- Title: Japan PM says Russian missile deployment on disputed isles "regrettable"
- Date: 25th November 2016
- Summary: AT SEA NEAR DISPUTED ISLAND OF KUNASHIRI OR KUNASHIR (FILE - 2015) (REUTERS) VIEW OF KUNASHIR/KUNASHIRI ISLAND FROM FERRY DOLPHINS SWIMMING BUILDINGS ON KUNASHIR/KUNASHIRI ISLAND RUSSIAN FLAG AT PORT AT SEA NEAR DISPUTED ISLAND OF ITURUP OR ETOROFU (FILE - 2015) (REUTERS) VARIOUS VIEWS OF ITURUP/ETOROFU ISLAND FROM FERRY VARIOUS OF BUILDINGS ON ITURUP/ETOROFU ISLAND SEASHORE CLIFF SHIPWRECK
- Embargoed: 10th December 2016 04:47
- Keywords: Japan Russia missile deployment Kurile islands Northern Territories
- Location: TOKYO, JAPAN/ AT SEA
- City: TOKYO, JAPAN/ AT SEA
- Country: Japan
- Topics: Diplomacy/Foreign Policy,Government/Politics
- Reuters ID: LVA00259XYRET
- Aspect Ratio: 16:9
- Story Text:Japanese Prime Minister Shinzo Abe said on Friday (November 25) that Russia's deployment of missile systems on islands in the western Pacific isles that are also claimed by Tokyo was "regrettable".
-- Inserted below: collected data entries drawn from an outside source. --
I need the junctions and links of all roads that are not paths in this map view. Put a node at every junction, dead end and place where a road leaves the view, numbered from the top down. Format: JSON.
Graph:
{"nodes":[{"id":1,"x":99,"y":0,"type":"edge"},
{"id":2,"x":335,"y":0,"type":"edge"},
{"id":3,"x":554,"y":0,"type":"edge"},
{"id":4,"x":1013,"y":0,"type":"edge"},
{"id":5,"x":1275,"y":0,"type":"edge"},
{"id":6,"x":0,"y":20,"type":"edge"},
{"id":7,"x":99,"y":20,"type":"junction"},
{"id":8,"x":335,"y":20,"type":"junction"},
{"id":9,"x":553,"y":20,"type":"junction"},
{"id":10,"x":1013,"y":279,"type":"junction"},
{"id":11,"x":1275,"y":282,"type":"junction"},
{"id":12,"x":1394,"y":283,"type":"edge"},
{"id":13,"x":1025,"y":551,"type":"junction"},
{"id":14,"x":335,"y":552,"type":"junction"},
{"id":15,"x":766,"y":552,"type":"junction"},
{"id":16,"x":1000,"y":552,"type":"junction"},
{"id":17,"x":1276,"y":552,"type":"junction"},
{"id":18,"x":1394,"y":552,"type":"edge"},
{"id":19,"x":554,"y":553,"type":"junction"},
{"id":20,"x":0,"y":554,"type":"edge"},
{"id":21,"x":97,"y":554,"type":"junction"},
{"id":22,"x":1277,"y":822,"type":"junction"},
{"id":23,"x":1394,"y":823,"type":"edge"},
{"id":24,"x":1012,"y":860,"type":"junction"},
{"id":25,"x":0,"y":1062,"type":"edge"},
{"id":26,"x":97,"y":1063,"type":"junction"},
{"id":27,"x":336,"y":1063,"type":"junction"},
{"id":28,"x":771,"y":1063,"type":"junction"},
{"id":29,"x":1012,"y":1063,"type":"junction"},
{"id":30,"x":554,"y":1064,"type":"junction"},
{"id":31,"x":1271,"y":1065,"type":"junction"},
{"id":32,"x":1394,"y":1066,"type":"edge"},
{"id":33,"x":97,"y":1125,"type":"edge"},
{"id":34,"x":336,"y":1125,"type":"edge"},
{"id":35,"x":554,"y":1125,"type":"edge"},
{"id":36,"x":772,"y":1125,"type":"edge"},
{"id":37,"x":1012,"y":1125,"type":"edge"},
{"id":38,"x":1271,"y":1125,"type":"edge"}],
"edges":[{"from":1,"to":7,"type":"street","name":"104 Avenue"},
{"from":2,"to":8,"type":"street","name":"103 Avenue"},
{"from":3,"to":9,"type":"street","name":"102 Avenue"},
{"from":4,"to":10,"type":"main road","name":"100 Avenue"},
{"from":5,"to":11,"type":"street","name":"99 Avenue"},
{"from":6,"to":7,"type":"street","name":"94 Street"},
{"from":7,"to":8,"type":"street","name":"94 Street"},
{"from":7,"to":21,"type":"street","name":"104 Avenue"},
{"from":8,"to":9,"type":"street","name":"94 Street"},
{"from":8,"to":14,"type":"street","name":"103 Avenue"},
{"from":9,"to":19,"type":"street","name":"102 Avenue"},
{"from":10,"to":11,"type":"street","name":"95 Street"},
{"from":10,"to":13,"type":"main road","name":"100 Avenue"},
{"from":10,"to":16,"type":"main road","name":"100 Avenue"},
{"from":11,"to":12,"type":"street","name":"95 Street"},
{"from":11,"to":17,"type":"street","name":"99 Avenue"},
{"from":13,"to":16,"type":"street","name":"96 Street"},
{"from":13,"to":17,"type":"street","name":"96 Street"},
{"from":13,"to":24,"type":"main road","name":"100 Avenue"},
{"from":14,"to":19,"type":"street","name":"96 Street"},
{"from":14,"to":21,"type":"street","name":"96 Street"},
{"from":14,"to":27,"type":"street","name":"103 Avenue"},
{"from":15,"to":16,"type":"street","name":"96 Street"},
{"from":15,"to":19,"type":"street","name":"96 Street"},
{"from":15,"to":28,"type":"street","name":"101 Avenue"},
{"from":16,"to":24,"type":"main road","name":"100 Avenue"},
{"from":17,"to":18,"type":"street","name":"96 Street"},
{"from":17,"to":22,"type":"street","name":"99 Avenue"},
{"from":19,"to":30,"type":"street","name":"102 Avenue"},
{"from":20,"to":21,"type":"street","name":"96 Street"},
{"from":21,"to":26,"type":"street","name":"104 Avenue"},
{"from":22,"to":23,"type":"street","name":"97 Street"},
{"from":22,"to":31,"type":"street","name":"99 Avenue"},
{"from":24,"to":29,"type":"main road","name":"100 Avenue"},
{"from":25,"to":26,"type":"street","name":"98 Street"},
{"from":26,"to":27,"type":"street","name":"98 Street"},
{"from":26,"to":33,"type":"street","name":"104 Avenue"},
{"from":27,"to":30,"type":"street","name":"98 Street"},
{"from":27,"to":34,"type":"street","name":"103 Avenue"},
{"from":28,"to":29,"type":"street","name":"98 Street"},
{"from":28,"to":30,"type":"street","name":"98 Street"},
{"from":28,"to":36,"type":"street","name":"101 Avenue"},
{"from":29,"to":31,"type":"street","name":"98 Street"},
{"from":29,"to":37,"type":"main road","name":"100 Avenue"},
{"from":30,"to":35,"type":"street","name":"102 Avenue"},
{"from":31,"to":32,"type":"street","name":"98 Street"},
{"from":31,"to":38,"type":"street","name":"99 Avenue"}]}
His comments came less than a month before Russian President Vladimir Putin is to visit Japan for talks aimed at progress on the decades-old territorial row. Moscow has already said it hoped the deployment would not damage efforts to settle the dispute.
Russian media reported on Tuesday (November 22) that Bastion and Bal anti-ship missile systems were now in operation on the islands, part of an archipelago in the Pacific Ocean over which Russia and Japan have staked rival claims for 70 years.
The feud over the islands, called the southern Kuriles in Russia and the Northern Territories in Japan, has kept Tokyo and Moscow from signing a peace treaty to formally end World War Two.
"The four northern islands are Japanese territories. We have conveyed through diplomatic routes that the missile deployments on the islands is not compatible with our country's position and is regrettable," Abe told parliament's upper house.
Delicate diplomacy is underway to prepare for the meeting between the Russian and Japanese leaders in Japan on December 15-16. Both sides have said they hoped progress could be made towards settling the dispute.
Abe, who sees improved ties with Moscow as a counter-balance to a rising China, hopes the lure of economic cooperation will help ease a breakthrough when he meets Putin, given the hit to Russia's economy from sluggish oil prices and Western sanctions imposed after its annexation of Crimea.